- Exercise prompt:
Every record below is to be restated word for word, and no picture is to be copied.

Top of Data under study

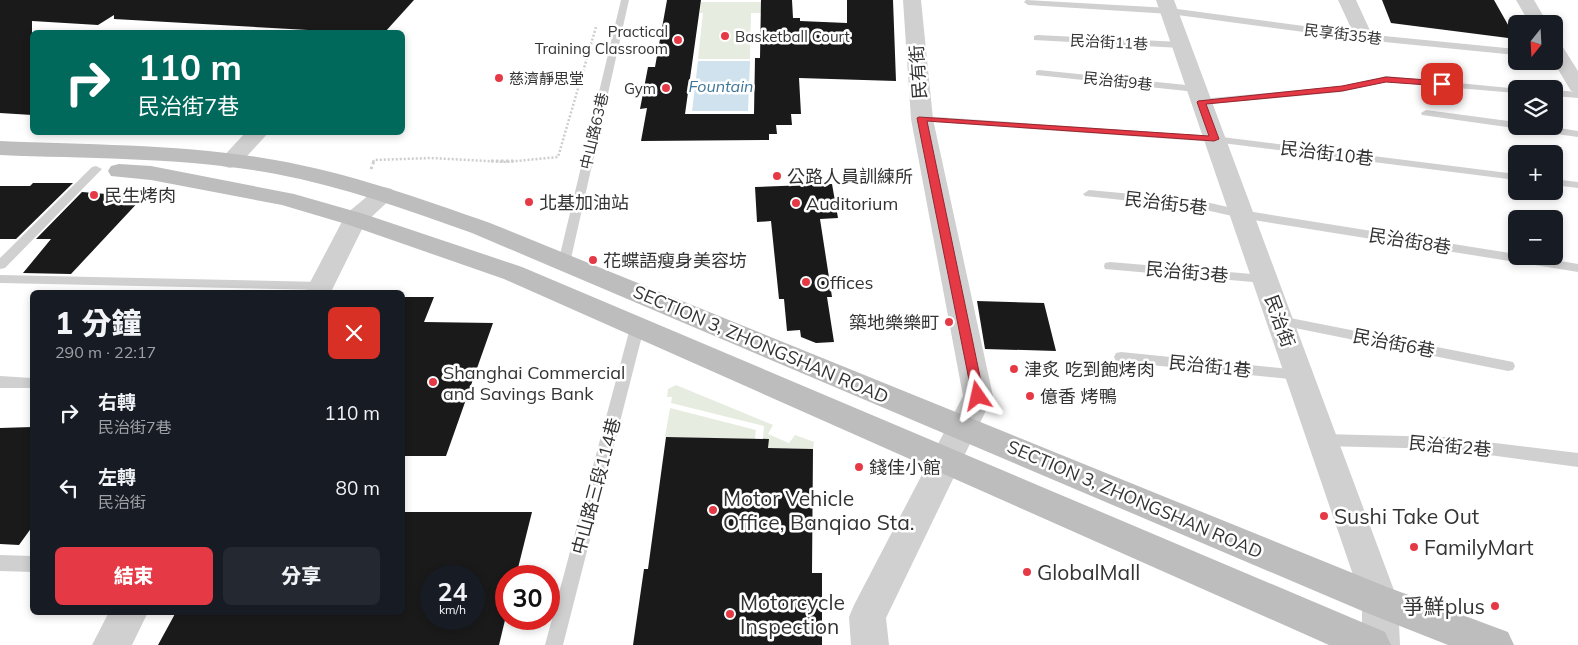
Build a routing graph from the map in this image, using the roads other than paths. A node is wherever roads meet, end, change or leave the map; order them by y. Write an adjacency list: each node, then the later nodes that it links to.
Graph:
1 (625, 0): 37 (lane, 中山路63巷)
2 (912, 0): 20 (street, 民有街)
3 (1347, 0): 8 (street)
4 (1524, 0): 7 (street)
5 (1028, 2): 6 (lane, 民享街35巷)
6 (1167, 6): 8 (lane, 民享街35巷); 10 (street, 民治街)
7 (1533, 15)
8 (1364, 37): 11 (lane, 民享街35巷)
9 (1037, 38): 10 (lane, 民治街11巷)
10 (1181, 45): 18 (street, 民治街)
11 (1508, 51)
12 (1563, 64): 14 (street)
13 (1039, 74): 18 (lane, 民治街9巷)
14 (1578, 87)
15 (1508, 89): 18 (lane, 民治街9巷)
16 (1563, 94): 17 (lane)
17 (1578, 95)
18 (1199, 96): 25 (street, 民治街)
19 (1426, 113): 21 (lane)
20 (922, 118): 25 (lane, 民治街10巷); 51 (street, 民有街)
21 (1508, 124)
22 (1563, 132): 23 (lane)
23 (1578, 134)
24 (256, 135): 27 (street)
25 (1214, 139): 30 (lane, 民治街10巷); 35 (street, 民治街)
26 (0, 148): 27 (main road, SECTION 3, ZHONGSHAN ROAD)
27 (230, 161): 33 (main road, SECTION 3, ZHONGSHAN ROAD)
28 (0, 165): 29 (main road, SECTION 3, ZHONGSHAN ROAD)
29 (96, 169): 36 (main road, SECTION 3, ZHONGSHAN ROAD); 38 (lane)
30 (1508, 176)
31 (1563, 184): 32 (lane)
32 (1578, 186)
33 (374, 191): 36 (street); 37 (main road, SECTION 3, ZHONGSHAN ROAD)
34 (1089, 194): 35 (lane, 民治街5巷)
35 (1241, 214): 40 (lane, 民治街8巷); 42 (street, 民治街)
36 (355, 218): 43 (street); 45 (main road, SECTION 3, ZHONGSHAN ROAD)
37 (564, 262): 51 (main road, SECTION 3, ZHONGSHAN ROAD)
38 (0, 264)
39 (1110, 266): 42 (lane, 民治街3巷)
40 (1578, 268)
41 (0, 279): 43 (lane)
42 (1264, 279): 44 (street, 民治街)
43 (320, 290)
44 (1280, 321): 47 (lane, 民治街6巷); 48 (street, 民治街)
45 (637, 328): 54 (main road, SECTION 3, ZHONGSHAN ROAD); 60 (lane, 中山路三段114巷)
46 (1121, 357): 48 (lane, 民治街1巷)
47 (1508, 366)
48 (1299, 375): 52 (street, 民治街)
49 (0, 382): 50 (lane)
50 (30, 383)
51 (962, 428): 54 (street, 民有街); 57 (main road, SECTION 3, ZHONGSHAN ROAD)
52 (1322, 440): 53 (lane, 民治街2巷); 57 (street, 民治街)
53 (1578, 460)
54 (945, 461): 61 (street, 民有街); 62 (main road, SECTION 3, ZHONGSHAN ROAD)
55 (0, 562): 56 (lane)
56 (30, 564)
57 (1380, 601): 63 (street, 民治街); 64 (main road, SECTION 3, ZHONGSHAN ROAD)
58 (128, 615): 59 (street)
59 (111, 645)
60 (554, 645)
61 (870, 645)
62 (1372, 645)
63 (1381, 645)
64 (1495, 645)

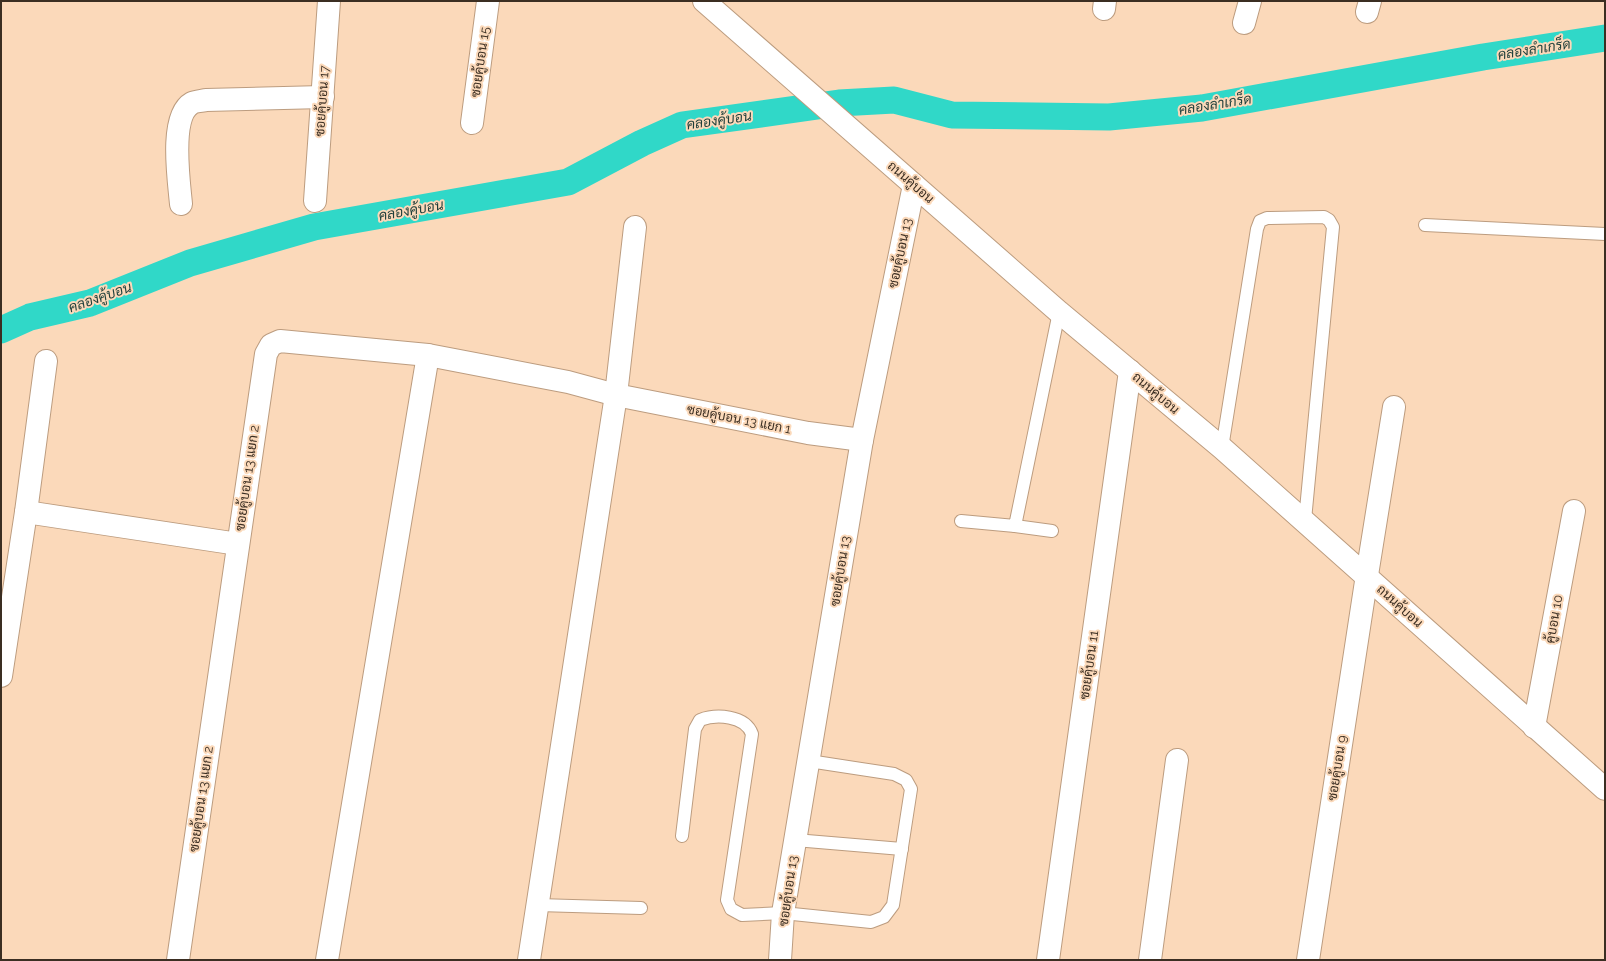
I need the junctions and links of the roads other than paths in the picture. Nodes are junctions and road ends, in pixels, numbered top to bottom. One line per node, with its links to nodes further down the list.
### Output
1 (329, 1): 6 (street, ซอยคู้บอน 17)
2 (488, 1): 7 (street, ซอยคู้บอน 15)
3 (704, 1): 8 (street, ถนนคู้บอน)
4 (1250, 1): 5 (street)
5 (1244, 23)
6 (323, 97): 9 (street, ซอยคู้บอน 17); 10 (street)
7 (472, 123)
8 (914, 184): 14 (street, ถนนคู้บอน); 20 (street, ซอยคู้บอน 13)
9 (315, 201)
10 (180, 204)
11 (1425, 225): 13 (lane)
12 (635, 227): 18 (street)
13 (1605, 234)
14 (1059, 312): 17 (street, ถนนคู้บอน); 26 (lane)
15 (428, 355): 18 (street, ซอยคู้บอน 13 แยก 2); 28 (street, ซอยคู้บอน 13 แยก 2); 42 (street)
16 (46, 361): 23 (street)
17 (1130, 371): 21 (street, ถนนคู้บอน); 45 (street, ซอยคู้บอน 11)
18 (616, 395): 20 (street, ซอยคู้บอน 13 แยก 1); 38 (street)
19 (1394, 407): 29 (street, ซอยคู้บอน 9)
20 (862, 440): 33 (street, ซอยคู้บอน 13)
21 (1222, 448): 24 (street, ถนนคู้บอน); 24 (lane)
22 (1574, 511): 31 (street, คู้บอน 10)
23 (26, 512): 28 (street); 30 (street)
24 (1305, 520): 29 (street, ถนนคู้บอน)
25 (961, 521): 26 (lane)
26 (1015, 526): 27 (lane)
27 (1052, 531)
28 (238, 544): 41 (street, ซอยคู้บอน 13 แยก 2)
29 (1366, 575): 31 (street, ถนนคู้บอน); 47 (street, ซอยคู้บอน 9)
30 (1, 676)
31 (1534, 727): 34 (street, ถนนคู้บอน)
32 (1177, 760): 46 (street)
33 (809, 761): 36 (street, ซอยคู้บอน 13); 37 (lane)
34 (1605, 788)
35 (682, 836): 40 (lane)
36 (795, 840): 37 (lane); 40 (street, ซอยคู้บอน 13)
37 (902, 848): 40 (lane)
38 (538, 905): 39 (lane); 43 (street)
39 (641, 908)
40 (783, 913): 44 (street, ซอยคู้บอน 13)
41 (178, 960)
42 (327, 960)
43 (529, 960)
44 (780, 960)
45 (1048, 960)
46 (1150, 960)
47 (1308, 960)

Bottom of Data under study

- Solution to the problem:
Build a routing graph from the map in this image, using the roads other than paths. A node is wherever roads meet, end, change or leave the map; order them by y. Write an adjacency list: each node, then the later nodes that it links to.
Graph:
1 (625, 0): 37 (lane, 中山路63巷)
2 (912, 0): 20 (street, 民有街)
3 (1347, 0): 8 (street)
4 (1524, 0): 7 (street)
5 (1028, 2): 6 (lane, 民享街35巷)
6 (1167, 6): 8 (lane, 民享街35巷); 10 (street, 民治街)
7 (1533, 15)
8 (1364, 37): 11 (lane, 民享街35巷)
9 (1037, 38): 10 (lane, 民治街11巷)
10 (1181, 45): 18 (street, 民治街)
11 (1508, 51)
12 (1563, 64): 14 (street)
13 (1039, 74): 18 (lane, 民治街9巷)
14 (1578, 87)
15 (1508, 89): 18 (lane, 民治街9巷)
16 (1563, 94): 17 (lane)
17 (1578, 95)
18 (1199, 96): 25 (street, 民治街)
19 (1426, 113): 21 (lane)
20 (922, 118): 25 (lane, 民治街10巷); 51 (street, 民有街)
21 (1508, 124)
22 (1563, 132): 23 (lane)
23 (1578, 134)
24 (256, 135): 27 (street)
25 (1214, 139): 30 (lane, 民治街10巷); 35 (street, 民治街)
26 (0, 148): 27 (main road, SECTION 3, ZHONGSHAN ROAD)
27 (230, 161): 33 (main road, SECTION 3, ZHONGSHAN ROAD)
28 (0, 165): 29 (main road, SECTION 3, ZHONGSHAN ROAD)
29 (96, 169): 36 (main road, SECTION 3, ZHONGSHAN ROAD); 38 (lane)
30 (1508, 176)
31 (1563, 184): 32 (lane)
32 (1578, 186)
33 (374, 191): 36 (street); 37 (main road, SECTION 3, ZHONGSHAN ROAD)
34 (1089, 194): 35 (lane, 民治街5巷)
35 (1241, 214): 40 (lane, 民治街8巷); 42 (street, 民治街)
36 (355, 218): 43 (street); 45 (main road, SECTION 3, ZHONGSHAN ROAD)
37 (564, 262): 51 (main road, SECTION 3, ZHONGSHAN ROAD)
38 (0, 264)
39 (1110, 266): 42 (lane, 民治街3巷)
40 (1578, 268)
41 (0, 279): 43 (lane)
42 (1264, 279): 44 (street, 民治街)
43 (320, 290)
44 (1280, 321): 47 (lane, 民治街6巷); 48 (street, 民治街)
45 (637, 328): 54 (main road, SECTION 3, ZHONGSHAN ROAD); 60 (lane, 中山路三段114巷)
46 (1121, 357): 48 (lane, 民治街1巷)
47 (1508, 366)
48 (1299, 375): 52 (street, 民治街)
49 (0, 382): 50 (lane)
50 (30, 383)
51 (962, 428): 54 (street, 民有街); 57 (main road, SECTION 3, ZHONGSHAN ROAD)
52 (1322, 440): 53 (lane, 民治街2巷); 57 (street, 民治街)
53 (1578, 460)
54 (945, 461): 61 (street, 民有街); 62 (main road, SECTION 3, ZHONGSHAN ROAD)
55 (0, 562): 56 (lane)
56 (30, 564)
57 (1380, 601): 63 (street, 民治街); 64 (main road, SECTION 3, ZHONGSHAN ROAD)
58 (128, 615): 59 (street)
59 (111, 645)
60 (554, 645)
61 (870, 645)
62 (1372, 645)
63 (1381, 645)
64 (1495, 645)

I need the junctions and links of the roads other than paths in the picture. Nodes are junctions and road ends, in pixels, numbered top to bottom. One line per node, with its links to nodes further down the list.
### Output
1 (329, 1): 6 (street, ซอยคู้บอน 17)
2 (488, 1): 7 (street, ซอยคู้บอน 15)
3 (704, 1): 8 (street, ถนนคู้บอน)
4 (1250, 1): 5 (street)
5 (1244, 23)
6 (323, 97): 9 (street, ซอยคู้บอน 17); 10 (street)
7 (472, 123)
8 (914, 184): 14 (street, ถนนคู้บอน); 20 (street, ซอยคู้บอน 13)
9 (315, 201)
10 (180, 204)
11 (1425, 225): 13 (lane)
12 (635, 227): 18 (street)
13 (1605, 234)
14 (1059, 312): 17 (street, ถนนคู้บอน); 26 (lane)
15 (428, 355): 18 (street, ซอยคู้บอน 13 แยก 2); 28 (street, ซอยคู้บอน 13 แยก 2); 42 (street)
16 (46, 361): 23 (street)
17 (1130, 371): 21 (street, ถนนคู้บอน); 45 (street, ซอยคู้บอน 11)
18 (616, 395): 20 (street, ซอยคู้บอน 13 แยก 1); 38 (street)
19 (1394, 407): 29 (street, ซอยคู้บอน 9)
20 (862, 440): 33 (street, ซอยคู้บอน 13)
21 (1222, 448): 24 (street, ถนนคู้บอน); 24 (lane)
22 (1574, 511): 31 (street, คู้บอน 10)
23 (26, 512): 28 (street); 30 (street)
24 (1305, 520): 29 (street, ถนนคู้บอน)
25 (961, 521): 26 (lane)
26 (1015, 526): 27 (lane)
27 (1052, 531)
28 (238, 544): 41 (street, ซอยคู้บอน 13 แยก 2)
29 (1366, 575): 31 (street, ถนนคู้บอน); 47 (street, ซอยคู้บอน 9)
30 (1, 676)
31 (1534, 727): 34 (street, ถนนคู้บอน)
32 (1177, 760): 46 (street)
33 (809, 761): 36 (street, ซอยคู้บอน 13); 37 (lane)
34 (1605, 788)
35 (682, 836): 40 (lane)
36 (795, 840): 37 (lane); 40 (street, ซอยคู้บอน 13)
37 (902, 848): 40 (lane)
38 (538, 905): 39 (lane); 43 (street)
39 (641, 908)
40 (783, 913): 44 (street, ซอยคู้บอน 13)
41 (178, 960)
42 (327, 960)
43 (529, 960)
44 (780, 960)
45 (1048, 960)
46 (1150, 960)
47 (1308, 960)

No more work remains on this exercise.